EXERCISE OBJECTIVE: Each entry, in full: copy it out exactly.

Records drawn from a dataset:
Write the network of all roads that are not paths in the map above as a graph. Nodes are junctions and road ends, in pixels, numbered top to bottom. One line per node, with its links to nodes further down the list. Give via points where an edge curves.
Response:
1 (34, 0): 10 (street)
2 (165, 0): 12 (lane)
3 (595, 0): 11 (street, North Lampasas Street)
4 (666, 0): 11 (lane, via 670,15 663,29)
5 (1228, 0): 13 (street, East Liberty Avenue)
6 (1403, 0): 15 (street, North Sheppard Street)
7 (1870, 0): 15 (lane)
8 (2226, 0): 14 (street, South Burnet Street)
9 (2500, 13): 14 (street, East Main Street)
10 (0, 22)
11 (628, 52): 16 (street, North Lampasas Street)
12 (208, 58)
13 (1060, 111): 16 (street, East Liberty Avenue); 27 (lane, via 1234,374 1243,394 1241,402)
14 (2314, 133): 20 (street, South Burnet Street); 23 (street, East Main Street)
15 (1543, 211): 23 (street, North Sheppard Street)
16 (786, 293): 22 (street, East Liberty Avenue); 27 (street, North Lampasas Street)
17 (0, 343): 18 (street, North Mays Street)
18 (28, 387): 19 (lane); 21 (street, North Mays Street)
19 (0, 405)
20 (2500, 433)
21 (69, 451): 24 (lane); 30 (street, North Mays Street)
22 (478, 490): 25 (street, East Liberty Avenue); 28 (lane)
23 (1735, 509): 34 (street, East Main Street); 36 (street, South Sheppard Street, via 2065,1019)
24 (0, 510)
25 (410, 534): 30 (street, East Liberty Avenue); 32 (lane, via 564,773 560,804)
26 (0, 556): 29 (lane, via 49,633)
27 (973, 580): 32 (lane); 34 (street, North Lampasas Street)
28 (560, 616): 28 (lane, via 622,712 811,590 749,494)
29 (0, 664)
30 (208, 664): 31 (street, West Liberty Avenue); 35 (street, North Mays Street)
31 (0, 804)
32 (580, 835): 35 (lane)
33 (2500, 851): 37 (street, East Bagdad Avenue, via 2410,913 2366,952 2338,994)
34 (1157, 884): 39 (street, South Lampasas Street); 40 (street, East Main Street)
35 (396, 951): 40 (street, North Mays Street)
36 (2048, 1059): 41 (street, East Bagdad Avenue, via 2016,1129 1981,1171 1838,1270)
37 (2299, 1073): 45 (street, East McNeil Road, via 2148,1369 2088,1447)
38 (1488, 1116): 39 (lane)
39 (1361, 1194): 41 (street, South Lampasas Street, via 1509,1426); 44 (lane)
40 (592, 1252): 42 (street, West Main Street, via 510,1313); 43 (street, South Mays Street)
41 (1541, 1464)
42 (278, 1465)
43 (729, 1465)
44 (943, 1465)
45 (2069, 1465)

WRITTEN REPLY:
Write the network of all roads that are not paths in the map above as a graph. Nodes are junctions and road ends, in pixels, numbered top to bottom. One line per node, with its links to nodes further down the list. Give via points where an edge curves.
Response:
1 (34, 0): 10 (street)
2 (165, 0): 12 (lane)
3 (595, 0): 11 (street, North Lampasas Street)
4 (666, 0): 11 (lane, via 670,15 663,29)
5 (1228, 0): 13 (street, East Liberty Avenue)
6 (1403, 0): 15 (street, North Sheppard Street)
7 (1870, 0): 15 (lane)
8 (2226, 0): 14 (street, South Burnet Street)
9 (2500, 13): 14 (street, East Main Street)
10 (0, 22)
11 (628, 52): 16 (street, North Lampasas Street)
12 (208, 58)
13 (1060, 111): 16 (street, East Liberty Avenue); 27 (lane, via 1234,374 1243,394 1241,402)
14 (2314, 133): 20 (street, South Burnet Street); 23 (street, East Main Street)
15 (1543, 211): 23 (street, North Sheppard Street)
16 (786, 293): 22 (street, East Liberty Avenue); 27 (street, North Lampasas Street)
17 (0, 343): 18 (street, North Mays Street)
18 (28, 387): 19 (lane); 21 (street, North Mays Street)
19 (0, 405)
20 (2500, 433)
21 (69, 451): 24 (lane); 30 (street, North Mays Street)
22 (478, 490): 25 (street, East Liberty Avenue); 28 (lane)
23 (1735, 509): 34 (street, East Main Street); 36 (street, South Sheppard Street, via 2065,1019)
24 (0, 510)
25 (410, 534): 30 (street, East Liberty Avenue); 32 (lane, via 564,773 560,804)
26 (0, 556): 29 (lane, via 49,633)
27 (973, 580): 32 (lane); 34 (street, North Lampasas Street)
28 (560, 616): 28 (lane, via 622,712 811,590 749,494)
29 (0, 664)
30 (208, 664): 31 (street, West Liberty Avenue); 35 (street, North Mays Street)
31 (0, 804)
32 (580, 835): 35 (lane)
33 (2500, 851): 37 (street, East Bagdad Avenue, via 2410,913 2366,952 2338,994)
34 (1157, 884): 39 (street, South Lampasas Street); 40 (street, East Main Street)
35 (396, 951): 40 (street, North Mays Street)
36 (2048, 1059): 41 (street, East Bagdad Avenue, via 2016,1129 1981,1171 1838,1270)
37 (2299, 1073): 45 (street, East McNeil Road, via 2148,1369 2088,1447)
38 (1488, 1116): 39 (lane)
39 (1361, 1194): 41 (street, South Lampasas Street, via 1509,1426); 44 (lane)
40 (592, 1252): 42 (street, West Main Street, via 510,1313); 43 (street, South Mays Street)
41 (1541, 1464)
42 (278, 1465)
43 (729, 1465)
44 (943, 1465)
45 (2069, 1465)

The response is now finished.